- Venue: London Aquatics Centre
- Dates: 31 August
- Competitors: 14 from 7 nations
- Winning time: 4:42.28

Medalists
- 1st place, gold medalist(s):  / Jessica Long / United States
- 2nd place, silver medalist(s):  / Heather Frederiksen / Great Britain
- 3rd place, bronze medalist(s):  / Maddison Elliott / Australia

= Swimming at the 2012 Summer Paralympics – Women's 400 metre freestyle S8 =

Event at the 2012 Summer Paralympics

The women's 400m freestyle S8 event at the 2012 Summer Paralympics took place at the London Aquatics Centre on 31 August.

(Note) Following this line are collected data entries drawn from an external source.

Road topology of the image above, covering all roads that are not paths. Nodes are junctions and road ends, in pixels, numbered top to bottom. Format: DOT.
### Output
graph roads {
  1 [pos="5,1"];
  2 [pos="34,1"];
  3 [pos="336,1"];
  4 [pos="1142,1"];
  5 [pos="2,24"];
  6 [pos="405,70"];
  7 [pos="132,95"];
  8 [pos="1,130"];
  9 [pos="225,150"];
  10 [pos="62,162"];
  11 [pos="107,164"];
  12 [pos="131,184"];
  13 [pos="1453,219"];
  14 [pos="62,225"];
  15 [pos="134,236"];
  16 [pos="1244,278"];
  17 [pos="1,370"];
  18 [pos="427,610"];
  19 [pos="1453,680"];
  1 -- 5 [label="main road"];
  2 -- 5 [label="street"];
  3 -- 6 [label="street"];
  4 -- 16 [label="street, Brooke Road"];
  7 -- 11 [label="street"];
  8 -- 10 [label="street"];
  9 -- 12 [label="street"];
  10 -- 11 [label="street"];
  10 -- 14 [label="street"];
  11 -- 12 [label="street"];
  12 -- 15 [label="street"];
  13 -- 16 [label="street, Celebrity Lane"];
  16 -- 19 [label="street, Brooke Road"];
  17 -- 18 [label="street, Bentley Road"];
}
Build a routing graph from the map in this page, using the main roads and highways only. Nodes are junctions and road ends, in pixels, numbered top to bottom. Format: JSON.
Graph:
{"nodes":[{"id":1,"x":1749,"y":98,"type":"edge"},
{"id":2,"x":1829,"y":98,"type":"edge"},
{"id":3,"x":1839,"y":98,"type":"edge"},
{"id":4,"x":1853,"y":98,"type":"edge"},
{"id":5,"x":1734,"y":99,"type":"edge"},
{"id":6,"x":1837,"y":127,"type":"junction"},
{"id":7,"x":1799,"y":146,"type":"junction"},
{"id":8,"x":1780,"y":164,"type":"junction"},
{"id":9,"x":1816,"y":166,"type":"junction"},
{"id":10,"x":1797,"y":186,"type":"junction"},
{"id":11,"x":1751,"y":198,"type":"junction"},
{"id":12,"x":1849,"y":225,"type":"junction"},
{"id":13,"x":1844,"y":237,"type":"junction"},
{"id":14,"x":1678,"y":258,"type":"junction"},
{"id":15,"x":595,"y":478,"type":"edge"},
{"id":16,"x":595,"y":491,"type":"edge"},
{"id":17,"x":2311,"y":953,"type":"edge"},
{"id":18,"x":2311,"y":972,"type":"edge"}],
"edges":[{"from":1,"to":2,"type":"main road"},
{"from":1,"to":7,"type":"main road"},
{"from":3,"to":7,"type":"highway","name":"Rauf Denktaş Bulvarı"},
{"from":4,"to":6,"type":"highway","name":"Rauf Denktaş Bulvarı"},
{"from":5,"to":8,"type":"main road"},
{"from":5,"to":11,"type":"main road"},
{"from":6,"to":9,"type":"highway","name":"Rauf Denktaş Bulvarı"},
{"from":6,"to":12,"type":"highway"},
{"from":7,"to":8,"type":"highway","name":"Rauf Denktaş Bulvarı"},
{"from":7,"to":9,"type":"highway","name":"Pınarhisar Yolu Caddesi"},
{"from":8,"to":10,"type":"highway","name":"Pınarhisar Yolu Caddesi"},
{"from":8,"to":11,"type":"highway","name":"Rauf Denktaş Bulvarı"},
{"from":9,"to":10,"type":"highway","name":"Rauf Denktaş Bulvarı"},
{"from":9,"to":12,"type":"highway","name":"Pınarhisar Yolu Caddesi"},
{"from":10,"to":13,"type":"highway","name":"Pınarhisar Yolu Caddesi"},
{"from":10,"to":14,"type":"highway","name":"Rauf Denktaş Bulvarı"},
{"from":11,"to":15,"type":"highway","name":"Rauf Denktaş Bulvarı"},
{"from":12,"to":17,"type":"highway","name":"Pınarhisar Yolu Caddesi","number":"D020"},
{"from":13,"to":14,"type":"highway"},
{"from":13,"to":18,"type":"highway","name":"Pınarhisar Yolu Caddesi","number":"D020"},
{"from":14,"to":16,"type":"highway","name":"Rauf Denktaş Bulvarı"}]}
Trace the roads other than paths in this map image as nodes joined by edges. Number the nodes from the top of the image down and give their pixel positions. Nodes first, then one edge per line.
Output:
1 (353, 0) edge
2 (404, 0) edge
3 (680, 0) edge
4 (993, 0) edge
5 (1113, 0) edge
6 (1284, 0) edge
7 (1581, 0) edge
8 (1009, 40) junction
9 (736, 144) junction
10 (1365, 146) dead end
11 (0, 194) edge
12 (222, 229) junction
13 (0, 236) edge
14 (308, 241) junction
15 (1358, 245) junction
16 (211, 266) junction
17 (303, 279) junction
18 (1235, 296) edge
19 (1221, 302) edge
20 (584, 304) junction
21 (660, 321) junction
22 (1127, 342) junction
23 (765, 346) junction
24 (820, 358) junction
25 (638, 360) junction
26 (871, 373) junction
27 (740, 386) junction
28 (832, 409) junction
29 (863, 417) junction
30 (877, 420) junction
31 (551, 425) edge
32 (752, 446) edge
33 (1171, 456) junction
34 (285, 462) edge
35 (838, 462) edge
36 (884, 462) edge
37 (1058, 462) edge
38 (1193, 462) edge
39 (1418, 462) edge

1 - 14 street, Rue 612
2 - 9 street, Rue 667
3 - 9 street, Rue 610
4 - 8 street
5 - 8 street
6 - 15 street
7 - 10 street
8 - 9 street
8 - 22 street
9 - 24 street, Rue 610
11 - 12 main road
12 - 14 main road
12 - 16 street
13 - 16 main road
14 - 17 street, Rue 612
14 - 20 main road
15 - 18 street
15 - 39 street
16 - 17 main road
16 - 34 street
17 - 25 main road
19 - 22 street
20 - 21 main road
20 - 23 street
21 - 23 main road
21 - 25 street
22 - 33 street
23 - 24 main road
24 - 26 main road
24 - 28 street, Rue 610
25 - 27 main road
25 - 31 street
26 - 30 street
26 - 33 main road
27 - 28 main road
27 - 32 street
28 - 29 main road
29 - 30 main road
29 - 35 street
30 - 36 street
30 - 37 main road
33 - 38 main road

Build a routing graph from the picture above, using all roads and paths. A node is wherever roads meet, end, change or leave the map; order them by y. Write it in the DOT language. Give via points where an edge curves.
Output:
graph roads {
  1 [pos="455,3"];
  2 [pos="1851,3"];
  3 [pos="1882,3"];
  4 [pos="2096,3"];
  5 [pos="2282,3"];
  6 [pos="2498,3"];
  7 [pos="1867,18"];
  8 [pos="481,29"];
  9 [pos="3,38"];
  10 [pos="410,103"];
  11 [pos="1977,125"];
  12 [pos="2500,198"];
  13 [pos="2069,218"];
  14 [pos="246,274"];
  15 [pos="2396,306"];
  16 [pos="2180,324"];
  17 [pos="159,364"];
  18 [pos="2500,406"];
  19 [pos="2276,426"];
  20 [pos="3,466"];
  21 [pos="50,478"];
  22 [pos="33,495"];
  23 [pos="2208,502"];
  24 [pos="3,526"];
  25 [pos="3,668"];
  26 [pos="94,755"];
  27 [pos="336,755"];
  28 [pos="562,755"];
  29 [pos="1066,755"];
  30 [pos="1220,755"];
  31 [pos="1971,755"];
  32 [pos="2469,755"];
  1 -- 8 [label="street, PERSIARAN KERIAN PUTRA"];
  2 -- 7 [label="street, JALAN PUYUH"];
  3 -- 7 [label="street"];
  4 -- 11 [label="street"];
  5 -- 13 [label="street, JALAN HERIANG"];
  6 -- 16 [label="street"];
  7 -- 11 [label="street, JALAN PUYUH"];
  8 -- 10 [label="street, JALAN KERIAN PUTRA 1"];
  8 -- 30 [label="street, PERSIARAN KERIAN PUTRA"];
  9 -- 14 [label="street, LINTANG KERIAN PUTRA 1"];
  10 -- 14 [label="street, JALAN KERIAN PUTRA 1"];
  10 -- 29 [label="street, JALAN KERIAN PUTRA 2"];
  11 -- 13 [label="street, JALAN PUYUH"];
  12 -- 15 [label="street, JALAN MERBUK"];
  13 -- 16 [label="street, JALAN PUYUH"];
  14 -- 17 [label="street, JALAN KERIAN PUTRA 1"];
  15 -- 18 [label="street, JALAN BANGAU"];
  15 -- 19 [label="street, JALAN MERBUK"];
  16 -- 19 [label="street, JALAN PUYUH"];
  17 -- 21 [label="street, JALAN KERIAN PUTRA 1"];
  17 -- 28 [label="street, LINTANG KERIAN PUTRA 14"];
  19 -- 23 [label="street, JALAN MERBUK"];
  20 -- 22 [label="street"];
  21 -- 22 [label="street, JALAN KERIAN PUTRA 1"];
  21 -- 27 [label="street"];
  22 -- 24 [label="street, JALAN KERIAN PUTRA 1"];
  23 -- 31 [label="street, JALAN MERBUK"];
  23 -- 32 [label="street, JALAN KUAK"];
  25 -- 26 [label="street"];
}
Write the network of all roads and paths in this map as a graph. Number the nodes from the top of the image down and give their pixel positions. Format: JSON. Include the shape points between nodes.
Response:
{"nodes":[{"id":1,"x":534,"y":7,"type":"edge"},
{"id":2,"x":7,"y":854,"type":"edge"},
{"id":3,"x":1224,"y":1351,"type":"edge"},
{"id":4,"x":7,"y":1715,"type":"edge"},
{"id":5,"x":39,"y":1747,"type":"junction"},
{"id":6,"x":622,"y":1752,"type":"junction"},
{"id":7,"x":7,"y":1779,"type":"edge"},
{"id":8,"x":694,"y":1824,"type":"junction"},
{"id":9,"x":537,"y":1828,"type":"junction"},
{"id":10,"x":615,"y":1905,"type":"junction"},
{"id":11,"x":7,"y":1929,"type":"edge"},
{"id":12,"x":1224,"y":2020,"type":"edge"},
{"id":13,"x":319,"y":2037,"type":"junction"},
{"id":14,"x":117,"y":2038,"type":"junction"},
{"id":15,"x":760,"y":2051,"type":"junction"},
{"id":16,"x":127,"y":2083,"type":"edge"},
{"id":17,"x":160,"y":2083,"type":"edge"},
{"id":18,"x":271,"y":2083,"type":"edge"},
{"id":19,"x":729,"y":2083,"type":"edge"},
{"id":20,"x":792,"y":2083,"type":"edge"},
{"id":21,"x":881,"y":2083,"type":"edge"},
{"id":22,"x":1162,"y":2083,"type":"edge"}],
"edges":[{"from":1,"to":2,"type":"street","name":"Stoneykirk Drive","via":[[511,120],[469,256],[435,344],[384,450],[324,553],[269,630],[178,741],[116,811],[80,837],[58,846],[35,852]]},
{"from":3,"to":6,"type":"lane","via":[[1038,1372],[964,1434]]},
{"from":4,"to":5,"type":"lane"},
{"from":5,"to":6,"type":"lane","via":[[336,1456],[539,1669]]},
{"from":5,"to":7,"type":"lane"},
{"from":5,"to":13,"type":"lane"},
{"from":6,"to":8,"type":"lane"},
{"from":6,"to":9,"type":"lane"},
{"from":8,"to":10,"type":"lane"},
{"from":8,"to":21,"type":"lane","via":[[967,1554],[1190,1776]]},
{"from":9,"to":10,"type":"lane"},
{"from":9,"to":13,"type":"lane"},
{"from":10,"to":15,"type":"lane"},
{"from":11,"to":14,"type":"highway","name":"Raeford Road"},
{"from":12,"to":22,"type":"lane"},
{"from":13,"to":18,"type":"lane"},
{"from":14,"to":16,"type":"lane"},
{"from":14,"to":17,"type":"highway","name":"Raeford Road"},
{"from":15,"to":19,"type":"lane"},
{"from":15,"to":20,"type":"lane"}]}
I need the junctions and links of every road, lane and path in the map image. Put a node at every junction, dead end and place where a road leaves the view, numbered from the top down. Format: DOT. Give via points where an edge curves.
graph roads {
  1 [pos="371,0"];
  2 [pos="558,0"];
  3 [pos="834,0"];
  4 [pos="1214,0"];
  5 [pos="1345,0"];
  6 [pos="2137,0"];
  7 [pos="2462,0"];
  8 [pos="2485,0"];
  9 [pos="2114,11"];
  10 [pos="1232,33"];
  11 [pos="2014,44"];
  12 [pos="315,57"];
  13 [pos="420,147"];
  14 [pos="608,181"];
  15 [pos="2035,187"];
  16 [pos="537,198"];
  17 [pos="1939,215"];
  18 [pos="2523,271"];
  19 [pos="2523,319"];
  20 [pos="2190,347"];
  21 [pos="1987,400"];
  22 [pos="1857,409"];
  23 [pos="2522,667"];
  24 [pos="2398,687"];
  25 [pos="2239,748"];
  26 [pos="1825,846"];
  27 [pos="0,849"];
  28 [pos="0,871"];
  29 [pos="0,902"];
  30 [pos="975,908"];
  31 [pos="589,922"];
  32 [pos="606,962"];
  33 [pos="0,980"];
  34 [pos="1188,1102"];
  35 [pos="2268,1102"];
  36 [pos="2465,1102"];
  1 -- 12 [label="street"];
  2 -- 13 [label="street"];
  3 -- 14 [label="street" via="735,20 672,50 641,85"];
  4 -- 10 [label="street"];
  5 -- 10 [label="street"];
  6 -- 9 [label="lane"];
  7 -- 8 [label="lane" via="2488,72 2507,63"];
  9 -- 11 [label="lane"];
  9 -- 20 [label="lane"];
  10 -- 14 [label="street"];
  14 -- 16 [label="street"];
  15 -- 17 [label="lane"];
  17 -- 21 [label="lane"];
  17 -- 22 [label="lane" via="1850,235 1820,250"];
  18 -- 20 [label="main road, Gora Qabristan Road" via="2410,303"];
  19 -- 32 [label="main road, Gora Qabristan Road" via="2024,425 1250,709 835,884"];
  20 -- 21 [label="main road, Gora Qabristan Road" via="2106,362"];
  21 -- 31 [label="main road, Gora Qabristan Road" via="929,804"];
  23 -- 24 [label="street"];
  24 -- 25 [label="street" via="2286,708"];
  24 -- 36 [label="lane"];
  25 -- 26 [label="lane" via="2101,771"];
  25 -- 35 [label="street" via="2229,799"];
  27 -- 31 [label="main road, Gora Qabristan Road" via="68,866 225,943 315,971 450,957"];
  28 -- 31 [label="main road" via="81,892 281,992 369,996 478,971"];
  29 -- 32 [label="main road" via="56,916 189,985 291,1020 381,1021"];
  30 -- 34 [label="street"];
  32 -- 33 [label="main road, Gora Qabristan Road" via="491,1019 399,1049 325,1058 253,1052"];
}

There were two heats; the swimmers with the eight fastest times advanced to the final.

==Results==

===Heats===
Competed from 09:45.

====Heat 1====

| Rank | Lane | Name | Nationality | Time | Notes |
|---|---|---|---|---|---|
| 1 | 4 | Heather Frederiksen | Great Britain | 4:58.29 | Q |
| 2 | 2 | Maddison Elliott | Australia | 5:13.34 | Q |
| 3 | 3 | McKenzie Coan | United States | 5:17.94 | Q |
| 4 | 6 | Amalie Vinther | Denmark | 5:28.03 |  |
| 5 | 1 | Camille Bérubé | Canada | 5:39.14 |  |
| 6 | 7 | Charlotte Henshaw | Great Britain | 5:42.19 |  |
| 7 | 5 | Emma Hollis | Great Britain | 6:02.84 |  |

====Heat 2====

| Rank | Lane | Name | Nationality | Time | Notes |
|---|---|---|---|---|---|
| 1 | 4 | Jessica Long | United States | 4:44.52 | Q, PR |
| 2 | 3 | Morgan Bird | Canada | 5:19.15 | Q |
| 3 | 6 | Julia Kabus | Germany | 5:19.20 | Q |
| 4 | 2 | Romy Pansters | Netherlands | 5:19.80 | Q |
| 5 | 5 | Brickelle Bro | United States | 5:27.15 | Q |
| 6 | 7 | Lisa den Braber | Netherlands | 5:34.18 |  |
| 7 | 1 | Sarah Mailhot | Canada | 5:54.67 |  |

===Final===
Competed at 17:41.

| Rank | Lane | Name | Nationality | Time | Notes |
|---|---|---|---|---|---|
| 1st place, gold medalist(s) | 4 | Jessica Long | United States | 4:42.28 | WR |
| 2nd place, silver medalist(s) | 5 | Heather Frederiksen | Great Britain | 5:00.50 |  |
| 3rd place, bronze medalist(s) | 3 | Maddison Elliott | Australia | 5:09.36 |  |
| 4 | 2 | Morgan Bird | Canada | 5:18.35 |  |
| 5 | 8 | Brickelle Bro | United States | 5:20.42 |  |
| 6 | 6 | McKenzie Coan | United States | 5:20.57 |  |
| 7 | 7 | Julia Kabus | Germany | 5:21.46 |  |
| 8 | 1 | Romy Pansters | Netherlands | 5:30.71 |  |

'Q = qualified for final. WR = World Record. PR = Paralympic Record.